Vende caro tu dolor, mi plañidera.

El oficio, cayendo el muerto y soltando el llanto, se fue con las velas de sebo, las medias de popotillo, los rosarios de bolas de canica, los misales amarillentos y hasta los velos de las señoras.

La corriente jaló también con los fotógrafos de instantáneas que asaltaban a los transeúntes en San Juan de Letrán; las malleras de paciencia franciscana que le devolvían el cauce al hilo de media que se fue; los mecapaleros de tostón por llevar un ropero de La Lagunilla a la San Rafael, la Guerrero, la Santa María o Martínez de la Torre, a peso de lomo, maldiciones y sudores.


Se fue, siglos antes, cuando la gente se recogía al Ave-María-Purísima del toque de oración, el pipero, con su carromato destartalado arrastrado por un jamelgo en busca de calles solitarias, tras vaciar las tasas de noche de las mansiones.

¡Las ocho y sereno!, pregonaba el único habitante de la Nueva España a quien no le picaban las chinches de noche, mientras las chichicuiloteras se preparaban para su cotidiana excursión de madrugada hacia el Lago de Texcoco en busca de la mercancía, que se pregonaba en las tardes.

—¡Meeercaraaan chichicuilotitas, niña!

Idos

En el México viejo los morrongos driblaban a los perros, a los tamarindos y a los distraídos peatones para llevar a golpe de pedal de bicicleta el pedido de la carnicería.

El gremio lo engrosó alguna vez, allá en Tacubaya, el ídolo Javier Solís.

Y en aquella inolvidable película Un rincón cerca del cielo el zapatero remendón del angosto callejón con proa a la calle de Dolores le prestaba unos centavos a Marga López para espantar el hambre, en tanto Pedro Infante recorría las calles en oficio de cirquero de quinta.

Y Cantinflas dibujaría, nítido, al fotógrafo del inolvidable cajón negro en cuyo interior se alcanzaba el milagro.

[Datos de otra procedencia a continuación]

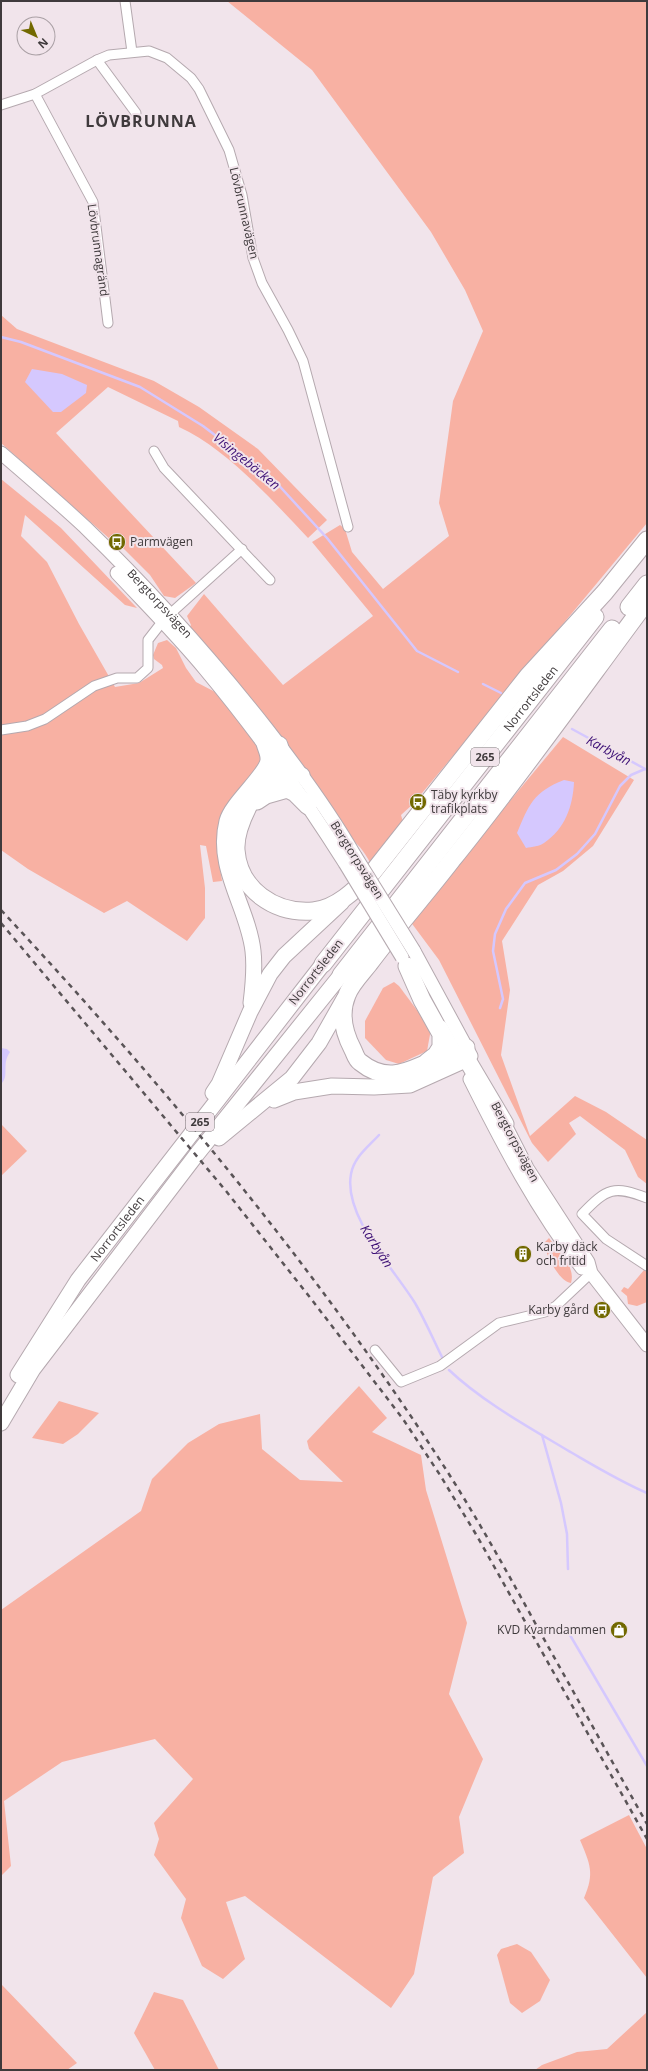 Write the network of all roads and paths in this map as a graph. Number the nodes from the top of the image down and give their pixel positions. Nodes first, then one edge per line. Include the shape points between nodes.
1 (125, 1) edge
2 (132, 52) junction
3 (97, 60) junction
4 (35, 94) junction
5 (1, 105) edge
6 (136, 113) dead end
7 (108, 323) dead end
8 (154, 451) dead end
9 (1, 453) edge
10 (348, 527) dead end
11 (647, 540) edge
12 (242, 549) junction
13 (647, 551) edge
14 (270, 580) dead end
15 (647, 584) edge
16 (647, 601) edge
17 (166, 618) junction
18 (1, 730) edge
19 (271, 744) junction
20 (282, 768) junction
21 (302, 775) junction
22 (252, 783) junction
23 (308, 806) junction
24 (245, 815) junction
25 (350, 860) junction
26 (351, 893) junction
27 (408, 958) junction
28 (323, 964) joint
29 (341, 975) joint
30 (347, 994) junction
31 (250, 1012) junction
32 (463, 1056) junction
33 (417, 1069) junction
34 (260, 1106) junction
35 (505, 1124) joint
36 (646, 1198) edge
37 (156, 1209) junction
38 (647, 1266) edge
39 (591, 1273) junction
40 (78, 1280) junction
41 (646, 1343) edge
42 (375, 1350) dead end
43 (1, 1405) edge
44 (1, 1423) edge

1 - 2 street
2 - 3 street, Lövbrunnavägen
2 - 10 street, Lövbrunnavägen via 148,51 158,54 188,74 199,89 229,150 242,195 253,258 262,283 302,361
3 - 4 street, Lövbrunnavägen
3 - 6 street
4 - 5 street, Lövbrunnavägen
4 - 7 street, Lövbrunnagränd via 93,202
8 - 12 street via 164,468
9 - 17 main road, Bergtorpsvägen via 51,498 80,532
11 - 26 highway via 605,592 528,676 402,837 373,872
12 - 14 street
12 - 17 street
13 - 28 highway, Norrortsleden / 265
15 - 29 highway, Norrortsleden / 265
16 - 30 highway via 453,860 387,940
17 - 18 street via 148,640 148,668 137,678 117,678 94,686 45,719 27,726
17 - 19 main road, Bergtorpsvägen via 242,697
19 - 20 highway via 284,759
19 - 21 main road, Bergtorpsvägen
19 - 22 highway via 266,769
20 - 21 highway
20 - 22 highway via 269,772
20 - 23 main road, Bergtorpsvägen
20 - 24 highway via 278,777 252,799
21 - 25 main road, Bergtorpsvägen via 340,830
22 - 31 highway via 227,820 225,841 226,865 253,951
23 - 24 highway via 287,789 266,795 252,804
23 - 25 main road, Bergtorpsvägen
24 - 26 highway via 236,849 240,870 255,893 277,907 291,911 314,911
25 - 27 main road, Bergtorpsvägen, bridge
26 - 31 highway via 284,956 270,974
27 - 32 main road, Bergtorpsvägen
27 - 33 highway via 422,1000 442,1034 441,1047 436,1055
28 - 40 highway, Norrortsleden / 265
29 - 37 highway, Norrortsleden / 265
30 - 33 highway via 342,1015 345,1035 358,1060 373,1070 389,1074
30 - 34 highway via 320,1043 305,1063
31 - 40 highway via 219,1084
32 - 33 highway via 447,1055
32 - 34 highway via 410,1085 332,1086 294,1092
32 - 35 highway
32 - 39 main road, Bergtorpsvägen via 522,1179 568,1249 583,1269
34 - 37 highway via 221,1136
35 - 39 main road, Bergtorpsvägen via 527,1168 588,1262
36 - 38 street via 626,1190 616,1190 595,1201 582,1214 606,1239
37 - 44 highway, Norrortsleden / 265 via 33,1369
39 - 41 main road, Bergtorpsvägen
39 - 42 street via 556,1306 545,1312 499,1323 440,1366 401,1382
40 - 43 highway, Norrortsleden / 265 via 26,1360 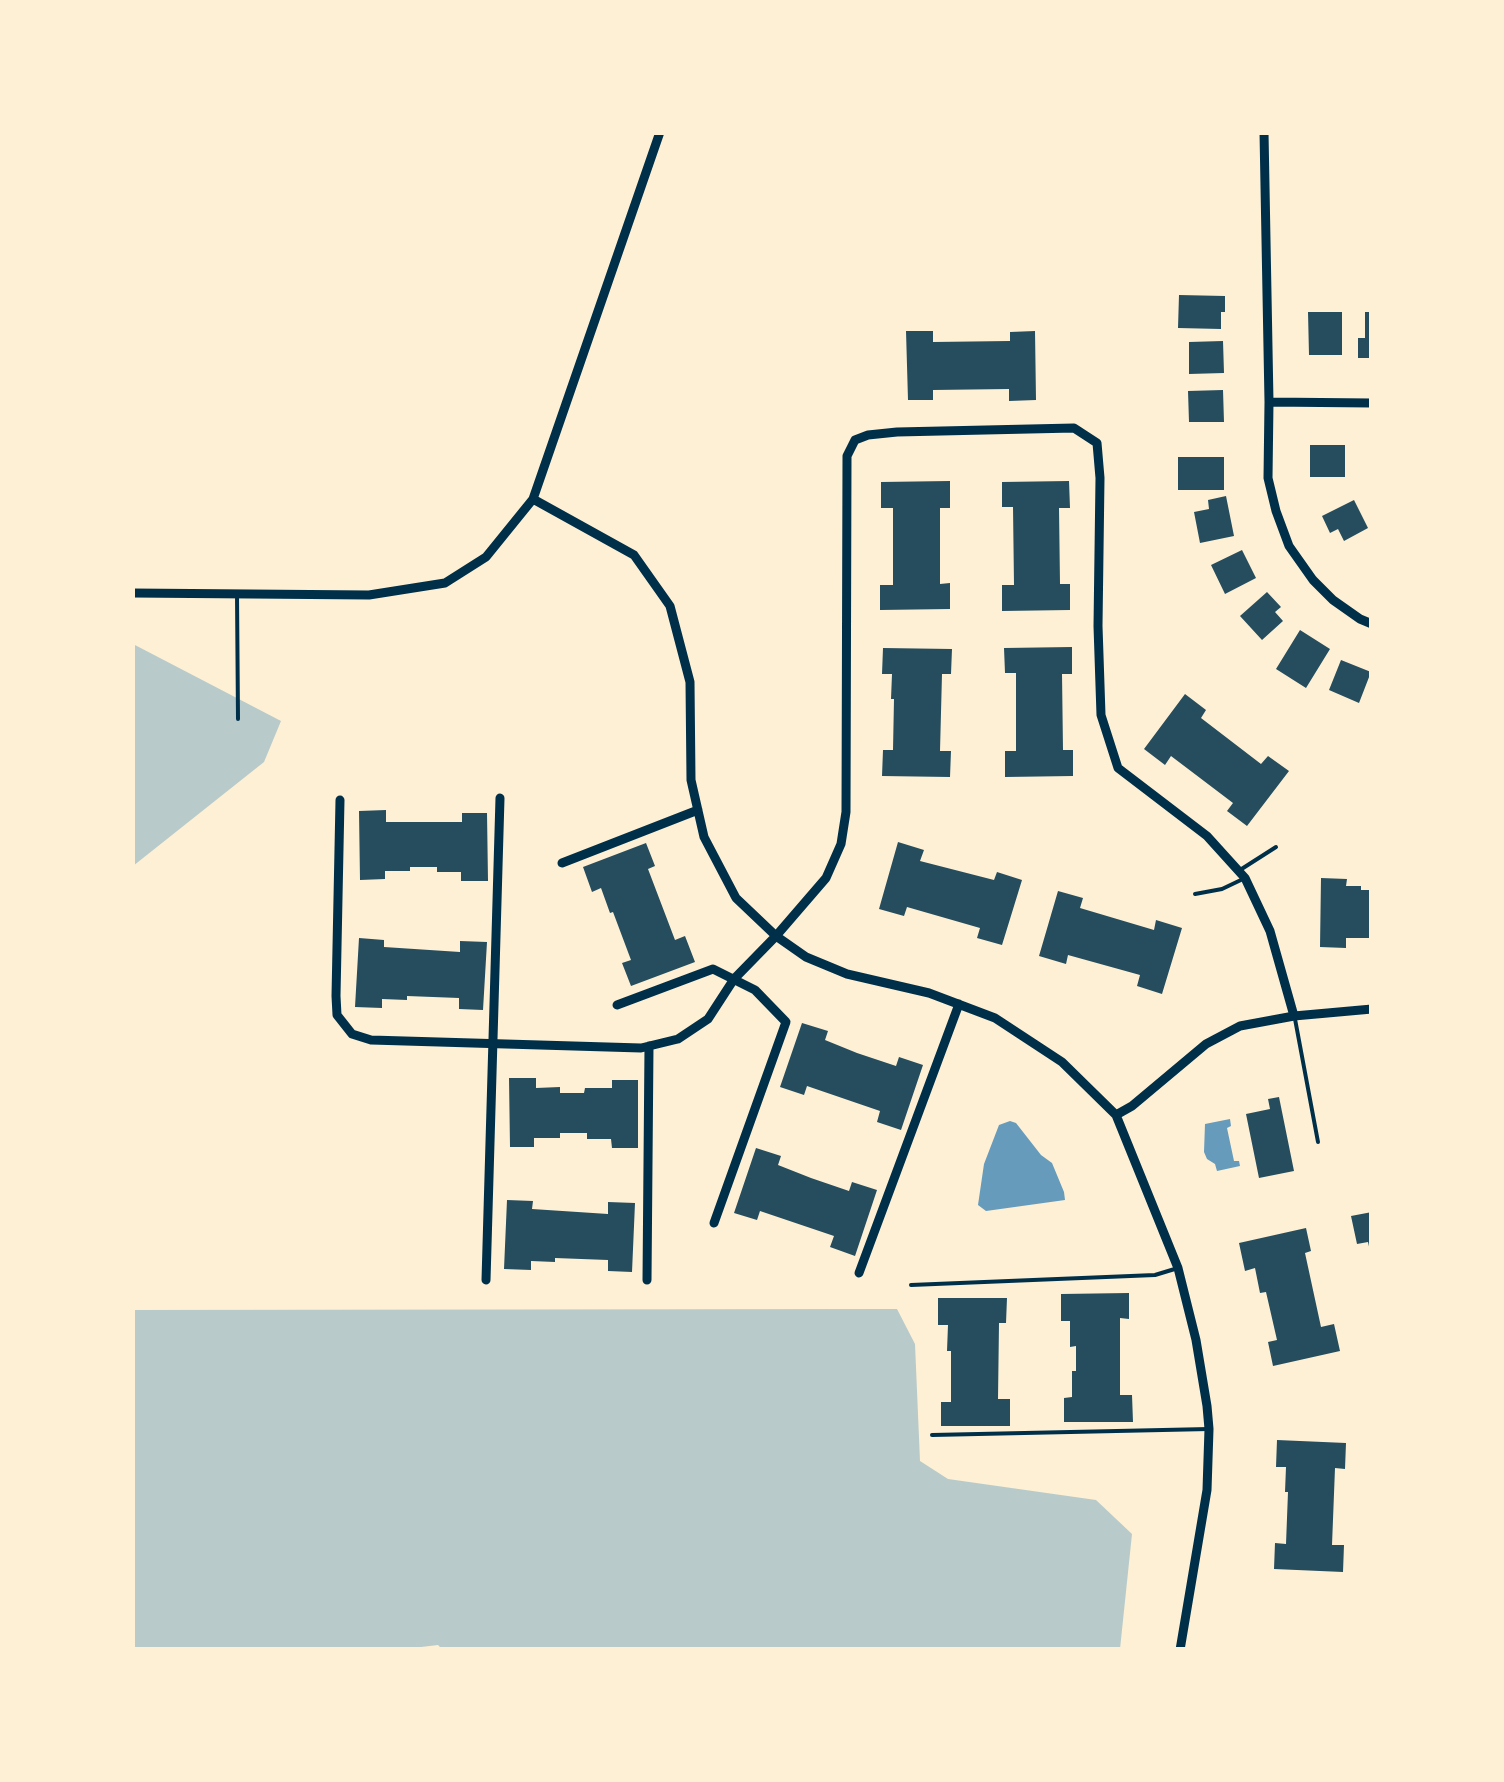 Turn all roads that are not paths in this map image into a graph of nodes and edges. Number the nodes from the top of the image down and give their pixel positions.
1 (660, 132) edge
2 (1264, 132) edge
3 (1270, 402) junction
4 (1372, 403) edge
5 (533, 499) junction
6 (132, 593) edge
7 (237, 595) junction
8 (1372, 624) edge
9 (238, 719) dead end
10 (500, 798) dead end
11 (340, 800) dead end
12 (698, 810) junction
13 (1276, 847) dead end
14 (562, 863) dead end
15 (1242, 874) junction
16 (1195, 894) dead end
17 (776, 936) junction
18 (734, 979) junction
19 (959, 1004) junction
20 (617, 1005) dead end
21 (1372, 1009) edge
22 (1294, 1016) junction
23 (492, 1044) junction
24 (648, 1046) junction
25 (1116, 1115) junction
26 (1318, 1142) dead end
27 (714, 1223) dead end
28 (1178, 1268) junction
29 (858, 1272) dead end
30 (486, 1280) dead end
31 (647, 1280) dead end
32 (911, 1285) dead end
33 (1210, 1429) junction
34 (932, 1435) dead end
35 (1180, 1650) edge

1 - 5 street
2 - 3 street
3 - 4 street
3 - 8 street
5 - 7 street
5 - 12 street
6 - 7 street
7 - 9 lane
10 - 23 street
11 - 23 street
12 - 14 street
12 - 17 street
13 - 15 lane
15 - 16 lane
15 - 17 street
15 - 22 street
17 - 18 street
17 - 19 street
18 - 20 street
18 - 24 street
18 - 27 street
19 - 25 street
19 - 29 street
21 - 22 street
22 - 25 street
22 - 26 lane
23 - 24 street
23 - 30 street
24 - 31 street
25 - 28 street
28 - 32 lane
28 - 33 street
33 - 34 lane
33 - 35 street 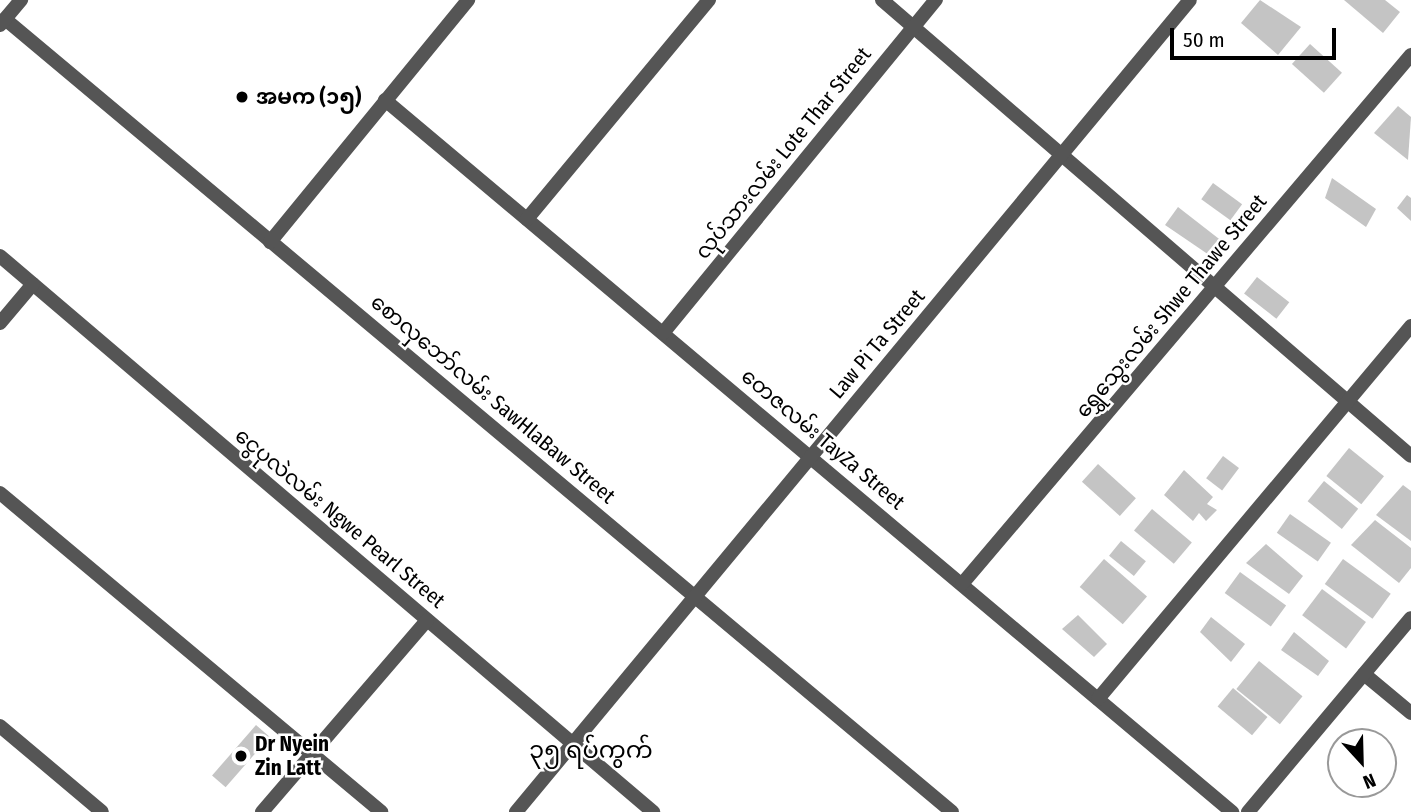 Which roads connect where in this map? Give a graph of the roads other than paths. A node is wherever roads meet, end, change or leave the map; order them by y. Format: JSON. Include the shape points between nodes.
{"nodes":[{"id":1,"x":21,"y":0,"type":"edge"},
{"id":2,"x":468,"y":0,"type":"edge"},
{"id":3,"x":709,"y":0,"type":"edge"},
{"id":4,"x":882,"y":0,"type":"edge"},
{"id":5,"x":936,"y":0,"type":"edge"},
{"id":6,"x":1190,"y":0,"type":"edge"},
{"id":7,"x":2,"y":22,"type":"edge"},
{"id":8,"x":914,"y":27,"type":"junction"},
{"id":9,"x":1411,"y":55,"type":"edge"},
{"id":10,"x":385,"y":100,"type":"junction"},
{"id":11,"x":1062,"y":155,"type":"junction"},
{"id":12,"x":527,"y":219,"type":"junction"},
{"id":13,"x":270,"y":242,"type":"junction"},
{"id":14,"x":0,"y":256,"type":"edge"},
{"id":15,"x":33,"y":284,"type":"junction"},
{"id":16,"x":1214,"y":287,"type":"junction"},
{"id":17,"x":0,"y":323,"type":"edge"},
{"id":18,"x":1411,"y":326,"type":"edge"},
{"id":19,"x":663,"y":333,"type":"junction"},
{"id":20,"x":1348,"y":402,"type":"junction"},
{"id":21,"x":811,"y":456,"type":"junction"},
{"id":22,"x":1411,"y":456,"type":"edge"},
{"id":23,"x":0,"y":493,"type":"edge"},
{"id":24,"x":962,"y":584,"type":"junction"},
{"id":25,"x":696,"y":594,"type":"junction"},
{"id":26,"x":1411,"y":618,"type":"edge"},
{"id":27,"x":427,"y":620,"type":"junction"},
{"id":28,"x":1364,"y":674,"type":"junction"},
{"id":29,"x":1098,"y":699,"type":"junction"},
{"id":30,"x":1411,"y":713,"type":"edge"},
{"id":31,"x":0,"y":726,"type":"edge"},
{"id":32,"x":573,"y":744,"type":"junction"},
{"id":33,"x":312,"y":754,"type":"junction"},
{"id":34,"x":102,"y":812,"type":"edge"},
{"id":35,"x":262,"y":812,"type":"edge"},
{"id":36,"x":381,"y":812,"type":"edge"},
{"id":37,"x":516,"y":812,"type":"edge"},
{"id":38,"x":653,"y":812,"type":"edge"},
{"id":39,"x":952,"y":812,"type":"edge"},
{"id":40,"x":1232,"y":812,"type":"edge"},
{"id":41,"x":1248,"y":812,"type":"edge"}],
"edges":[{"from":1,"to":7,"type":"street"},
{"from":2,"to":10,"type":"street"},
{"from":3,"to":12,"type":"street"},
{"from":4,"to":8,"type":"street"},
{"from":5,"to":8,"type":"street","name":"လုပ်သားလမ်း Lote Thar Street"},
{"from":6,"to":11,"type":"street","name":"Law Pi Ta Street"},
{"from":7,"to":13,"type":"street","name":"စောလှဘော်လမ်း SawHlaBaw Street"},
{"from":8,"to":11,"type":"street"},
{"from":8,"to":19,"type":"street","name":"လုပ်သားလမ်း Lote Thar Street"},
{"from":9,"to":16,"type":"street","name":"ရွှေသွေးလမ်း Shwe Thawe Street"},
{"from":10,"to":12,"type":"street","name":"တေဇလမ်း TayZa Street"},
{"from":10,"to":13,"type":"street"},
{"from":11,"to":16,"type":"street"},
{"from":11,"to":21,"type":"street","name":"Law Pi Ta Street"},
{"from":12,"to":19,"type":"street","name":"တေဇလမ်း TayZa Street"},
{"from":13,"to":25,"type":"street","name":"စောလှဘော်လမ်း SawHlaBaw Street"},
{"from":14,"to":15,"type":"street","name":"ငွေပုလဲလမ်း Ngwe Pearl Street"},
{"from":15,"to":17,"type":"street"},
{"from":15,"to":27,"type":"street","name":"ငွေပုလဲလမ်း Ngwe Pearl Street"},
{"from":16,"to":20,"type":"street"},
{"from":16,"to":24,"type":"street","name":"ရွှေသွေးလမ်း Shwe Thawe Street"},
{"from":18,"to":20,"type":"street"},
{"from":19,"to":21,"type":"street","name":"တေဇလမ်း TayZa Street"},
{"from":20,"to":22,"type":"street"},
{"from":20,"to":29,"type":"street"},
{"from":21,"to":24,"type":"street","name":"တေဇလမ်း TayZa Street"},
{"from":21,"to":25,"type":"street","name":"Law Pi Ta Street"},
{"from":23,"to":33,"type":"street"},
{"from":24,"to":29,"type":"street","name":"တေဇလမ်း TayZa Street"},
{"from":25,"to":32,"type":"street","name":"Law Pi Ta Street"},
{"from":25,"to":39,"type":"street","name":"စောလှဘော်လမ်း SawHlaBaw Street"},
{"from":26,"to":28,"type":"street"},
{"from":27,"to":32,"type":"street","name":"ငွေပုလဲလမ်း Ngwe Pearl Street"},
{"from":27,"to":33,"type":"street"},
{"from":28,"to":30,"type":"street"},
{"from":28,"to":41,"type":"street"},
{"from":29,"to":40,"type":"street","name":"တေဇလမ်း TayZa Street"},
{"from":31,"to":34,"type":"street"},
{"from":32,"to":37,"type":"street","name":"Law Pi Ta Street"},
{"from":32,"to":38,"type":"street","name":"ငွေပုလဲလမ်း Ngwe Pearl Street"},
{"from":33,"to":35,"type":"street"},
{"from":33,"to":36,"type":"street"}]}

El depósito de ácidos. El muestrario de maravillas a los costados. Mire nomás, qué bonita pareja. La Alameda, Chapultepec, Xochimilco. La Villita con escenografía al calce y a veces caballo de cartón, sarape y sombrero de charro.

—¡Un recuerdito, mi joven!

Y el bañero de los Jordán, allá por Arcos de Belén, multiplicaba la lucha por la vida como masajista, toallero, bolero y proveedor de brillantina sólida, peine y jabón de lejía, mientras el Evangelista de la Plaza de Santo Domingo le ponía caché a la carta de amor; veneno a la destinada a la ingrata, y lágrimas cuando la ruta se enfilaba a la jefecita.

En Anillo de Circunvalación la rueda se hacía grande para ver bailar a la calaverita (“Ciriaca, animal del demonio, ¿dónde te has metido?”), mientras el merolico le daba juego a los albures y los cachondeos de palabras, para rematar con la venta del truco que hacía bailar al esqueleto rumbero de plástico.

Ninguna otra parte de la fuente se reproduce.